DIRECTIONS FOR THIS TASK: Write the data below out again in full, exactly as shown.
★ ★ ★ ★ ★
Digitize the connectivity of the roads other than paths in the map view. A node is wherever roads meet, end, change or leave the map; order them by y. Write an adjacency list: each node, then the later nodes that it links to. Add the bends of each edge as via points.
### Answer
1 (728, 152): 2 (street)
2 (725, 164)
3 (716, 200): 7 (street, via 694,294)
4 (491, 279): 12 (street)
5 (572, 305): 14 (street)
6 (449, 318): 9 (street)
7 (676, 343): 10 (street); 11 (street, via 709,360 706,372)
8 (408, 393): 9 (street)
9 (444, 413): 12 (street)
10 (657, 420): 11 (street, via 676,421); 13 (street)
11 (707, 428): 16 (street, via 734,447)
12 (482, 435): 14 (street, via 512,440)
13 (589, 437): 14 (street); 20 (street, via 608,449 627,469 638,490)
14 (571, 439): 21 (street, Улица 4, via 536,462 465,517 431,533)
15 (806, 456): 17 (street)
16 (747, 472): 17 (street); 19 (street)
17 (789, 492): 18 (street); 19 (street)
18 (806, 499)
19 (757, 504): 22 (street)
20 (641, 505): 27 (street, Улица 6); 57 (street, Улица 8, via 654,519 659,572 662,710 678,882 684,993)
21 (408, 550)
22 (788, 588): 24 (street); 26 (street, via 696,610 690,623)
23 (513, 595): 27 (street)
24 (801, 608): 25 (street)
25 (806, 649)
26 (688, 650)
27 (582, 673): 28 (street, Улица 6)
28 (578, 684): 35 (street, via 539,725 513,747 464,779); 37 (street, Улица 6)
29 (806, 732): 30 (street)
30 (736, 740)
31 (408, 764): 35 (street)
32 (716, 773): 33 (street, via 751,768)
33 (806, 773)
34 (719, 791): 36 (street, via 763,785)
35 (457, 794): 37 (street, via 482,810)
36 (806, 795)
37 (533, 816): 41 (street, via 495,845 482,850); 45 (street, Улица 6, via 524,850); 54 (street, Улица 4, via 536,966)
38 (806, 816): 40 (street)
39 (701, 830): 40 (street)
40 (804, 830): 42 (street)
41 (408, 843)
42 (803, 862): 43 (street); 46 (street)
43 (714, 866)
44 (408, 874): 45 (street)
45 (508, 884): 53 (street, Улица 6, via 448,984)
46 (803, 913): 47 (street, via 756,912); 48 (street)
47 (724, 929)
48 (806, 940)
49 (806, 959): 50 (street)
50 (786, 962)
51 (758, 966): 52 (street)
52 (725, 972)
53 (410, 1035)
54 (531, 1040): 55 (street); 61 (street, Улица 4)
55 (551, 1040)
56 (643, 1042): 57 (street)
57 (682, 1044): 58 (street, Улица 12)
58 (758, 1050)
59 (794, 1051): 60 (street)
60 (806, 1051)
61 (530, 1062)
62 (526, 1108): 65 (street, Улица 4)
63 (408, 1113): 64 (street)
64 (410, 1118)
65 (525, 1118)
★ ★ ★ ★ ★
RESULT FOR THIS EXERCISE:
Digitize the connectivity of the roads other than paths in the map view. A node is wherever roads meet, end, change or leave the map; order them by y. Write an adjacency list: each node, then the later nodes that it links to. Add the bends of each edge as via points.
### Answer
1 (728, 152): 2 (street)
2 (725, 164)
3 (716, 200): 7 (street, via 694,294)
4 (491, 279): 12 (street)
5 (572, 305): 14 (street)
6 (449, 318): 9 (street)
7 (676, 343): 10 (street); 11 (street, via 709,360 706,372)
8 (408, 393): 9 (street)
9 (444, 413): 12 (street)
10 (657, 420): 11 (street, via 676,421); 13 (street)
11 (707, 428): 16 (street, via 734,447)
12 (482, 435): 14 (street, via 512,440)
13 (589, 437): 14 (street); 20 (street, via 608,449 627,469 638,490)
14 (571, 439): 21 (street, Улица 4, via 536,462 465,517 431,533)
15 (806, 456): 17 (street)
16 (747, 472): 17 (street); 19 (street)
17 (789, 492): 18 (street); 19 (street)
18 (806, 499)
19 (757, 504): 22 (street)
20 (641, 505): 27 (street, Улица 6); 57 (street, Улица 8, via 654,519 659,572 662,710 678,882 684,993)
21 (408, 550)
22 (788, 588): 24 (street); 26 (street, via 696,610 690,623)
23 (513, 595): 27 (street)
24 (801, 608): 25 (street)
25 (806, 649)
26 (688, 650)
27 (582, 673): 28 (street, Улица 6)
28 (578, 684): 35 (street, via 539,725 513,747 464,779); 37 (street, Улица 6)
29 (806, 732): 30 (street)
30 (736, 740)
31 (408, 764): 35 (street)
32 (716, 773): 33 (street, via 751,768)
33 (806, 773)
34 (719, 791): 36 (street, via 763,785)
35 (457, 794): 37 (street, via 482,810)
36 (806, 795)
37 (533, 816): 41 (street, via 495,845 482,850); 45 (street, Улица 6, via 524,850); 54 (street, Улица 4, via 536,966)
38 (806, 816): 40 (street)
39 (701, 830): 40 (street)
40 (804, 830): 42 (street)
41 (408, 843)
42 (803, 862): 43 (street); 46 (street)
43 (714, 866)
44 (408, 874): 45 (street)
45 (508, 884): 53 (street, Улица 6, via 448,984)
46 (803, 913): 47 (street, via 756,912); 48 (street)
47 (724, 929)
48 (806, 940)
49 (806, 959): 50 (street)
50 (786, 962)
51 (758, 966): 52 (street)
52 (725, 972)
53 (410, 1035)
54 (531, 1040): 55 (street); 61 (street, Улица 4)
55 (551, 1040)
56 (643, 1042): 57 (street)
57 (682, 1044): 58 (street, Улица 12)
58 (758, 1050)
59 (794, 1051): 60 (street)
60 (806, 1051)
61 (530, 1062)
62 (526, 1108): 65 (street, Улица 4)
63 (408, 1113): 64 (street)
64 (410, 1118)
65 (525, 1118)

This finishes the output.